Task: Count every line that includes the string "lane" in the entries that follow. Nothing besides the number is needed.

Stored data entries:
------------------------------------------------------------------------

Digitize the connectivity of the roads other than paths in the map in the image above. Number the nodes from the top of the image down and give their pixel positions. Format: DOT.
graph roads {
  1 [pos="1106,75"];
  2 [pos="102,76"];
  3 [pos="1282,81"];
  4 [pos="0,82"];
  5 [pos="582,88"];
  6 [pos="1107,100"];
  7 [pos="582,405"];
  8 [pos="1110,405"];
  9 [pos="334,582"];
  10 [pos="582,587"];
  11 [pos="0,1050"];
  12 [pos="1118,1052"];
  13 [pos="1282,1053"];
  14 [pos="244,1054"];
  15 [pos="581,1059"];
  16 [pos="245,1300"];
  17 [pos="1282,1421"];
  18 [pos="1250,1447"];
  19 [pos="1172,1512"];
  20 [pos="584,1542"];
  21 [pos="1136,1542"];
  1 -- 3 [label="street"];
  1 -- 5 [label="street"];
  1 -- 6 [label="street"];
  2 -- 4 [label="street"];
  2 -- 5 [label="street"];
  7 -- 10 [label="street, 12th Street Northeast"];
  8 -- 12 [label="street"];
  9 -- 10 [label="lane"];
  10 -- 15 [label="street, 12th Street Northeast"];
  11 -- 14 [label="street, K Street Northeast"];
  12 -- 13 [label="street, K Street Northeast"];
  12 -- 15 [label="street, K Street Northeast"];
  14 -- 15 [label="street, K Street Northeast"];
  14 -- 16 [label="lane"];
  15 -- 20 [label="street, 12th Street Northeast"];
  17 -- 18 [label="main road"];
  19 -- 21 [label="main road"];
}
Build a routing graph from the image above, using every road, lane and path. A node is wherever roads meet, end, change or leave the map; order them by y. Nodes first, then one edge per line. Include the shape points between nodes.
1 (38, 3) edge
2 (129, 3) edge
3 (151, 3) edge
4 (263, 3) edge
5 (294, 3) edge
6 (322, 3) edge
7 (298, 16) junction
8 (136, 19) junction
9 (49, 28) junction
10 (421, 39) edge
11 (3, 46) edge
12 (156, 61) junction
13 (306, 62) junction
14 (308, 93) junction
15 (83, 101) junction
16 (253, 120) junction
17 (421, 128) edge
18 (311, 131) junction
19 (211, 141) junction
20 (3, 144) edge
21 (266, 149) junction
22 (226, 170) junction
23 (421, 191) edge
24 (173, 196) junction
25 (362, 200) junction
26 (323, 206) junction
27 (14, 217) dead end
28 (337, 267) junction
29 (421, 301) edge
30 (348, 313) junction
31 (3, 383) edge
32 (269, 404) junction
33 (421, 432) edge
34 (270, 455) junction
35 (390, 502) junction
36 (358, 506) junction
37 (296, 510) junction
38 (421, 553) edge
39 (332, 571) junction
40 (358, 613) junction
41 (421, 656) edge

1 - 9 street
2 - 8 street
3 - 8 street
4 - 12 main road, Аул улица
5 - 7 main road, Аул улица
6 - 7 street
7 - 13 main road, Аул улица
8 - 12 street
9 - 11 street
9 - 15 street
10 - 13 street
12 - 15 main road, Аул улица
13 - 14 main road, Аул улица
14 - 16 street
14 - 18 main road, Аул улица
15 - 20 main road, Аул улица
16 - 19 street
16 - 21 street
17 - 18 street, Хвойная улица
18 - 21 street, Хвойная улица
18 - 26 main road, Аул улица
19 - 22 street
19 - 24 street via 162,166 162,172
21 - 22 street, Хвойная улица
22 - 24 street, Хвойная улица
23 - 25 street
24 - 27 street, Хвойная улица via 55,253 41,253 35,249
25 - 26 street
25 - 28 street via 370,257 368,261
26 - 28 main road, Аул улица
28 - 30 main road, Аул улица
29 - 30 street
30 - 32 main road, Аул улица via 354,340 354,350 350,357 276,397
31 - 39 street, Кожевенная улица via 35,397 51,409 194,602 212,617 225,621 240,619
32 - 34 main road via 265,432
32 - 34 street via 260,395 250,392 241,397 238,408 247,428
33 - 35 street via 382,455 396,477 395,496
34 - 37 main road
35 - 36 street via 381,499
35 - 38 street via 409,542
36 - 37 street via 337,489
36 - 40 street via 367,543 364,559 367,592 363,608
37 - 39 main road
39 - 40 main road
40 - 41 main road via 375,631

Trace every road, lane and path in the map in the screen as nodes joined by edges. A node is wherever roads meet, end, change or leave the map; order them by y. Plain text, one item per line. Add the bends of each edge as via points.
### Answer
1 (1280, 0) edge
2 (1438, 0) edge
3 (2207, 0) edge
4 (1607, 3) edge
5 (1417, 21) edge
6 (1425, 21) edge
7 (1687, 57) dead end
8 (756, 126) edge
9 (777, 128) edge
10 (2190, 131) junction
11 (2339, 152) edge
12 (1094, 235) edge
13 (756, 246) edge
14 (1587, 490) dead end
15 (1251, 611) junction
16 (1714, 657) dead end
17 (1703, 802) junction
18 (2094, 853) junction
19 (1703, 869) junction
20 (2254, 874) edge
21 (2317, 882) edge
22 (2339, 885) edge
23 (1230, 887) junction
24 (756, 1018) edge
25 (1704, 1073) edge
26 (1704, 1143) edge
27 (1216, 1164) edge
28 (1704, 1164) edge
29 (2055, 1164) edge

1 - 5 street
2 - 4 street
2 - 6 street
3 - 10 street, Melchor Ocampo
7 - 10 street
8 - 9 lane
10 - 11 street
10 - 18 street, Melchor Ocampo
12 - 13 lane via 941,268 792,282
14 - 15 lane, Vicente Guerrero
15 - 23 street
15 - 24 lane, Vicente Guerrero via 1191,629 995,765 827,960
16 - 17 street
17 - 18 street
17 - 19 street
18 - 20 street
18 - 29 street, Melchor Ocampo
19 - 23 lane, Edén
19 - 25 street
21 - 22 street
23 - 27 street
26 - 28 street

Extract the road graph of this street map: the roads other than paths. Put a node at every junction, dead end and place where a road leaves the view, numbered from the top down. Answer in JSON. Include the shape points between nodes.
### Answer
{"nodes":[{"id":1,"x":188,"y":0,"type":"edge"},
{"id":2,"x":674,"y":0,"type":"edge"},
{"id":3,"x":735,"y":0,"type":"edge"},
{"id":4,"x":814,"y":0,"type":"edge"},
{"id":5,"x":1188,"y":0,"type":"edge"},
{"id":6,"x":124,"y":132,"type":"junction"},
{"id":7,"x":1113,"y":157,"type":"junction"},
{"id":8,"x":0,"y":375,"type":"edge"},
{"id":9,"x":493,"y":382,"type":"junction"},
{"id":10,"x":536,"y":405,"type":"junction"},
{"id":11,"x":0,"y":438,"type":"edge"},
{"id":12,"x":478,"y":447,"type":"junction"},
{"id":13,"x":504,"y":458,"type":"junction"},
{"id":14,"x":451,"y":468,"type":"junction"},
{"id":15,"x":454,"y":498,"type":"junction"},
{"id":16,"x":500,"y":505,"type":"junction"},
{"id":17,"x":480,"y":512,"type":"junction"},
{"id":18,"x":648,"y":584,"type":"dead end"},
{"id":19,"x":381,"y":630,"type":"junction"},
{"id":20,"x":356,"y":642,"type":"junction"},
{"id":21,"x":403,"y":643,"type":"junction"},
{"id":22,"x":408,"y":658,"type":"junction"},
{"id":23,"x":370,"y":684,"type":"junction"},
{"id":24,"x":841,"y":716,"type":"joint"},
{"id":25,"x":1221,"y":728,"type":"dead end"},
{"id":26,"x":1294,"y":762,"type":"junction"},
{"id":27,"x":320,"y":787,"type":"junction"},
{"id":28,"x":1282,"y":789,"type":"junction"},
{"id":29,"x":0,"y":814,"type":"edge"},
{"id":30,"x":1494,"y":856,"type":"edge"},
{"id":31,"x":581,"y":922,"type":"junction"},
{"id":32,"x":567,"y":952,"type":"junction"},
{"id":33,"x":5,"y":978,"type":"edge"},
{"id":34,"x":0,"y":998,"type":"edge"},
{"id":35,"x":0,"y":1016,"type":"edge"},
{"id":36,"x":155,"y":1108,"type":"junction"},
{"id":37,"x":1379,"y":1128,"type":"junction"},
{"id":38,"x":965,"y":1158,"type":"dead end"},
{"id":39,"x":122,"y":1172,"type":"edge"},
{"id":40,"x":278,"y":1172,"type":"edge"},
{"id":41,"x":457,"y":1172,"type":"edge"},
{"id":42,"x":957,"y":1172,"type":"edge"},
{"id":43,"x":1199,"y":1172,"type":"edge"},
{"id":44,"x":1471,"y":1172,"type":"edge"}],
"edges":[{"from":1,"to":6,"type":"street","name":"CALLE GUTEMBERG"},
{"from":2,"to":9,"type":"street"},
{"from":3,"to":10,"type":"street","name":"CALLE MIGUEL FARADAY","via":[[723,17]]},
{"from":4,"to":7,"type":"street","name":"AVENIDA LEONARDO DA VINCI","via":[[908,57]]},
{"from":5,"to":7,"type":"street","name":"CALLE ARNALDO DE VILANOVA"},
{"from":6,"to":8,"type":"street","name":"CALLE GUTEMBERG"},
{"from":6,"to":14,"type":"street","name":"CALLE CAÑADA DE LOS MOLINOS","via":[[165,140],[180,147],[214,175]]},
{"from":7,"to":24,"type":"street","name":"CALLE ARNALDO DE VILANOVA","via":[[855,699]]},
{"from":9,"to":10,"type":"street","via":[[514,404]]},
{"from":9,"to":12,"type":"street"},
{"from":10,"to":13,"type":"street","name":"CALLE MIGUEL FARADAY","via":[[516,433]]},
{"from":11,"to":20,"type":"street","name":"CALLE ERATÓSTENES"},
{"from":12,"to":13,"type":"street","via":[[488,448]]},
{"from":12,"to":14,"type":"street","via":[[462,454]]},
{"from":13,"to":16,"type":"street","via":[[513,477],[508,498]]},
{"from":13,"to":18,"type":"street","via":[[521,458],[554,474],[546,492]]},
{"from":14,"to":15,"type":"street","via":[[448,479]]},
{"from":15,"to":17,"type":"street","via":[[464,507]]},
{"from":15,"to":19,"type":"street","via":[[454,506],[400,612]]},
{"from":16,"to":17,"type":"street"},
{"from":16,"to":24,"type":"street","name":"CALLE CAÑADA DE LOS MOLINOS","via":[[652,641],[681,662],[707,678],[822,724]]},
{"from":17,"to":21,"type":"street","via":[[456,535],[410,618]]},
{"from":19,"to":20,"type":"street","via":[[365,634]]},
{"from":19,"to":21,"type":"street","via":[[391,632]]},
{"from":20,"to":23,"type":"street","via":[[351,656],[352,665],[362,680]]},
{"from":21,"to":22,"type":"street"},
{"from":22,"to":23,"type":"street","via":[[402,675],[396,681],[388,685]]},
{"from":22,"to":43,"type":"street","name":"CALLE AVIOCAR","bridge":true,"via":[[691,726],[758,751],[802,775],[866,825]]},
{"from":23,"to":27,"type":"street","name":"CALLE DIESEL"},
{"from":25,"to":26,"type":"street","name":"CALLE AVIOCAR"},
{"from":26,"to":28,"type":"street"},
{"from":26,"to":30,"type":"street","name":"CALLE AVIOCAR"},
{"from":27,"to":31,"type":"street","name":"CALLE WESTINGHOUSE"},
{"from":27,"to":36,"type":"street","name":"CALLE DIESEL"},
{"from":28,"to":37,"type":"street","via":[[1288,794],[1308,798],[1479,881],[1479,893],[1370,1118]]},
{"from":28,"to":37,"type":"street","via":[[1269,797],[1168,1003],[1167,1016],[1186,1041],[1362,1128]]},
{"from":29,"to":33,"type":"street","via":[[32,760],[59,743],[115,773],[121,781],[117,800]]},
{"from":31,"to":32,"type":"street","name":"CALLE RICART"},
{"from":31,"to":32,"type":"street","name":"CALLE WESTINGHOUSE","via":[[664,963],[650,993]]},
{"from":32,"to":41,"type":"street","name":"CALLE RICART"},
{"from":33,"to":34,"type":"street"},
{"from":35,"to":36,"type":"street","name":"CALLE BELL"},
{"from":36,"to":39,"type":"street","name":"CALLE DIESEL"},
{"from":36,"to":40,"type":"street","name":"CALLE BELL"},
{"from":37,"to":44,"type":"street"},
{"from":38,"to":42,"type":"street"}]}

------------------------------------------------------------------------

Task result: 9